Когда срок, установленный для перерыва в работе Парламента, почти истек, стало необходимо обдумать, какой курс следует принять. Король и его четыре доверенных советника подумали, что новый Парламент, возможно, будет более управляемым и уж точно не может быть более строптивым, чем тот, который у них был сейчас, и поэтому они решили распустить его. Но когда вопрос был предложен в совете, большинство, ревнивое, по-видимому, к малому направляющему узлу и не желающее нести непопулярность мер правительства, будучи исключенным из всякой власти, присоединилось к Шефтсбери, и члены Кабинета остались в меньшинстве. Король, однако, принял решение и приказал немедленно распустить Парламент. Совет Темпла теперь был не более чем обычным Тайным советом, если не чем-то меньшим; и, хотя Темпл возлагал вину за это на Короля, на лорда Шефтсбери, на всех, кроме себя, очевидно, что провал его плана следует приписать главным образом его собственным внутренним дефектам. Его Совет был слишком велик для ведения дел, требующих быстроты, секретности и сердечного сотрудничества. Поэтому внутри Совета был сформирован Кабинет. Кабинет и большинство Совета разошлись во мнениях; и, как и следовало ожидать, Кабинет настоял на своем. Четыре голоса перевесили двадцать шесть. В таком случае заседания тридцати были не только бесполезны, но и положительно вредны.

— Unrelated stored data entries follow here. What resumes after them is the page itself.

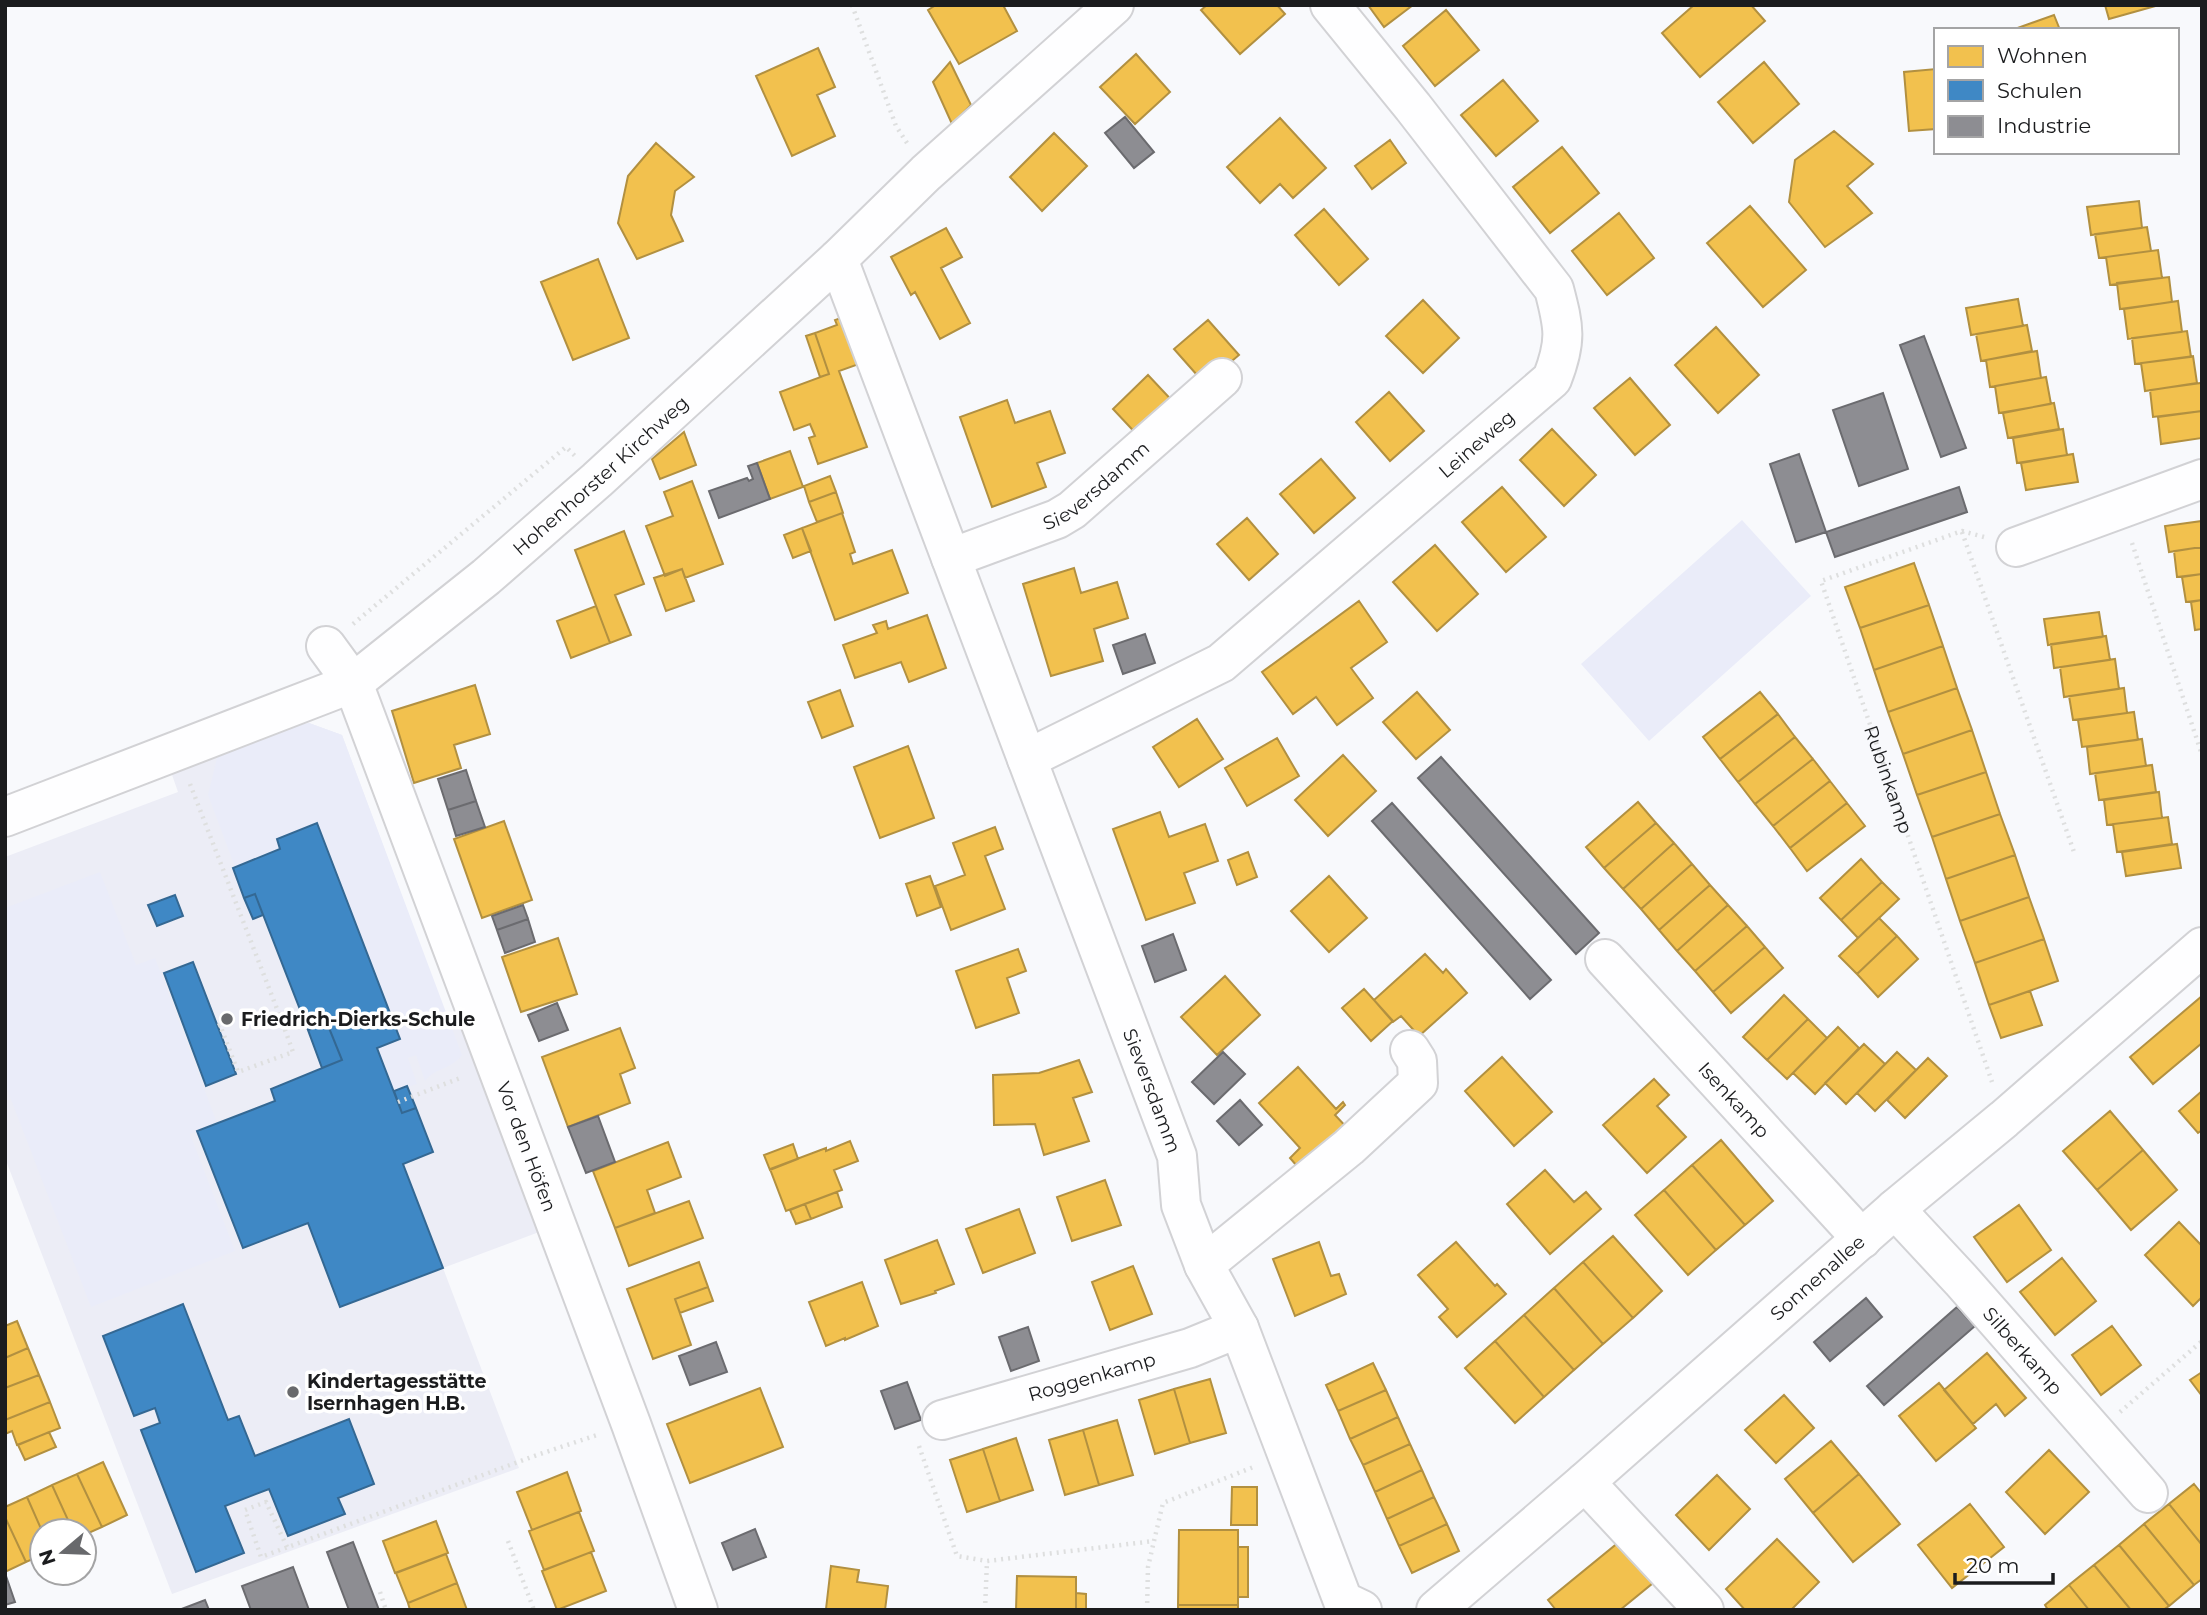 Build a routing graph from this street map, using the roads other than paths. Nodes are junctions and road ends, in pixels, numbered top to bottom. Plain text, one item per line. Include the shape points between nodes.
1 (1114, 5) edge
2 (1330, 5) edge
3 (838, 259) junction
4 (1222, 377) dead end
5 (2202, 480) edge
6 (2016, 547) road end
7 (951, 558) junction
8 (326, 646) road end
9 (353, 683) junction
10 (1027, 759) junction
11 (5, 817) edge
12 (2202, 947) edge
13 (1605, 959) dead end
14 (1410, 1049) dead end
15 (1895, 1209) junction
16 (1862, 1239) junction
17 (1203, 1265) junction
18 (1238, 1328) junction
19 (942, 1420) road end
20 (1585, 1482) junction
21 (2148, 1493) dead end
22 (698, 1610) edge
23 (1362, 1610) edge
24 (1436, 1610) edge
25 (1704, 1610) edge

1 - 3 street, Hohenhorster Kirchweg via 926,173
2 - 10 street, Leineweg via 1553,289 1563,324 1562,353 1552,379 1220,663
3 - 7 street, Sieversdamm
3 - 9 street, Hohenhorster Kirchweg via 597,480 486,577
4 - 7 street, Sieversdamm via 1072,510
5 - 6 street
7 - 10 street, Sieversdamm
8 - 9 street, Vor den Höfen
9 - 11 street, Hohenhorster Kirchweg
9 - 22 street, Vor den Höfen
10 - 17 street, Sieversdamm via 1177,1156 1181,1205
12 - 15 street, Sonnenallee
13 - 16 street, Isenkamp
14 - 17 street via 1417,1060 1418,1083 1349,1147
15 - 16 street, Sonnenallee
15 - 21 street, Silberkamp
16 - 20 street, Sonnenallee
17 - 18 street, Sieversdamm
18 - 19 street, Roggenkamp via 1190,1348
18 - 23 street, Sieversdamm via 1343,1601
20 - 24 street, Sonnenallee
20 - 25 street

На последовавших выборах Темпл был избран от Кембриджского университета. Единственное возражение, которое было высказано ему членами этого ученого органа, заключалось в том, что в своей небольшой работе о Голландии он выразил большое одобрение терпимой политике Штатов; и этот изъян, сколь бы серьезным он ни был, был проигнорирован ввиду его высокой репутации и сильных рекомендаций, с которыми он был снабжен Двором.

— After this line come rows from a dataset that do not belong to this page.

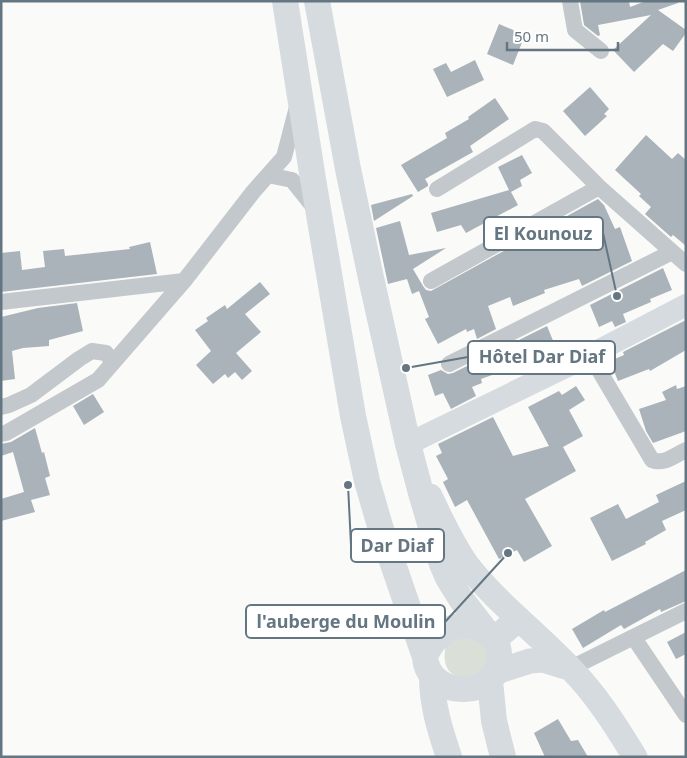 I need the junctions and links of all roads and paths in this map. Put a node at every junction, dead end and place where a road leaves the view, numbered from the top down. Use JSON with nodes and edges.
{"nodes":[{"id":1,"x":285,"y":1,"type":"edge"},
{"id":2,"x":317,"y":1,"type":"edge"},
{"id":3,"x":570,"y":1,"type":"edge"},
{"id":4,"x":601,"y":51,"type":"dead end"},
{"id":5,"x":300,"y":95,"type":"junction"},
{"id":6,"x":268,"y":175,"type":"junction"},
{"id":7,"x":599,"y":187,"type":"junction"},
{"id":8,"x":438,"y":189,"type":"dead end"},
{"id":9,"x":319,"y":212,"type":"junction"},
{"id":10,"x":672,"y":252,"type":"junction"},
{"id":11,"x":686,"y":264,"type":"edge"},
{"id":12,"x":431,"y":281,"type":"dead end"},
{"id":13,"x":184,"y":282,"type":"junction"},
{"id":14,"x":1,"y":302,"type":"edge"},
{"id":15,"x":686,"y":305,"type":"edge"},
{"id":16,"x":590,"y":355,"type":"junction"},
{"id":17,"x":113,"y":363,"type":"junction"},
{"id":18,"x":449,"y":364,"type":"dead end"},
{"id":19,"x":1,"y":406,"type":"edge"},
{"id":20,"x":1,"y":434,"type":"edge"},
{"id":21,"x":409,"y":450,"type":"junction"},
{"id":22,"x":686,"y":450,"type":"edge"},
{"id":23,"x":686,"y":611,"type":"edge"},
{"id":24,"x":518,"y":619,"type":"junction"},
{"id":25,"x":491,"y":637,"type":"junction"},
{"id":26,"x":634,"y":638,"type":"junction"},
{"id":27,"x":429,"y":667,"type":"junction"},
{"id":28,"x":571,"y":668,"type":"junction"},
{"id":29,"x":493,"y":676,"type":"junction"},
{"id":30,"x":686,"y":716,"type":"edge"},
{"id":31,"x":449,"y":757,"type":"edge"},
{"id":32,"x":503,"y":757,"type":"edge"},
{"id":33,"x":635,"y":757,"type":"edge"}],
"edges":[{"from":1,"to":5,"type":"highway"},
{"from":2,"to":21,"type":"highway"},
{"from":3,"to":4,"type":"street"},
{"from":5,"to":6,"type":"street"},
{"from":5,"to":9,"type":"highway"},
{"from":6,"to":9,"type":"street"},
{"from":6,"to":13,"type":"street"},
{"from":7,"to":8,"type":"street"},
{"from":7,"to":10,"type":"street"},
{"from":7,"to":12,"type":"street"},
{"from":9,"to":27,"type":"highway"},
{"from":10,"to":11,"type":"street"},
{"from":10,"to":18,"type":"street"},
{"from":13,"to":14,"type":"street"},
{"from":13,"to":17,"type":"street"},
{"from":15,"to":16,"type":"main road"},
{"from":16,"to":21,"type":"main road"},
{"from":16,"to":22,"type":"street"},
{"from":17,"to":19,"type":"street"},
{"from":17,"to":20,"type":"street"},
{"from":21,"to":24,"type":"main road"},
{"from":21,"to":25,"type":"highway"},
{"from":23,"to":26,"type":"street"},
{"from":24,"to":25,"type":"highway"},
{"from":24,"to":28,"type":"main road"},
{"from":25,"to":27,"type":"highway"},
{"from":25,"to":29,"type":"highway"},
{"from":26,"to":28,"type":"street"},
{"from":26,"to":30,"type":"street"},
{"from":27,"to":29,"type":"highway"},
{"from":27,"to":31,"type":"highway"},
{"from":28,"to":29,"type":"main road"},
{"from":28,"to":33,"type":"main road"},
{"from":29,"to":32,"type":"highway"}]}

В течение лета он оставался в Шине и развлекался выращиванием дынь, оставив трем другим членам внутреннего Кабинета все руководство государственными делами. Какая-то необъяснимая причина начала примерно в это время отчуждать их от него. Они, по-видимому, не были рассержены никакой частью его поведения и не питали к нему личной неприязни. Но они, как мы подозреваем, оценили его ум и убедились, что он не человек для того смутного времени и что он будет для них лишь обузой. Живя сами ради амбиций, они презирали его любовь к покою. Привыкшие к высоким ставкам в игре политического риска, они презирали его мелочную игру. Они смотрели на его осторожные меры с тем же презрением, с каким игроки в игорном доме в романе сэра Вальтера Скотта смотрели на привычку Найджела никогда не касаться карт, если он не был уверен в выигрыше. Он вскоре обнаружил, что его не посвящают в их секреты. У Короля примерно в это время был опасный приступ болезни. Герцог Йоркский, получив известие, вернулся из Голландии. Внезапное появление ненавистного папистского преемника вызвало тревогу по всей стране. Темпл был крайне изумлен и встревожен. Он поспешил в Лондон и навестил Эссекса, который притворился удивленным и уязвленным, но не смог скрыть насмешливой улыбки. Затем Темпл увидел Галифакса, который много говорил ему о прелестях сельской жизни, тревогах должности и суетности всех человеческих вещей, но тщательно избегал политики, а когда упомянули о возвращении герцога, только вздохнул, покачал головой, пожал плечами и поднял глаза и руки к небу. Вскоре Темпл обнаружил, что его два друга смеялись над ним и что они сами послали за герцогом, чтобы Его Королевское Высочество мог, если Король умрет, быть на месте, чтобы сорвать замыслы Монмута.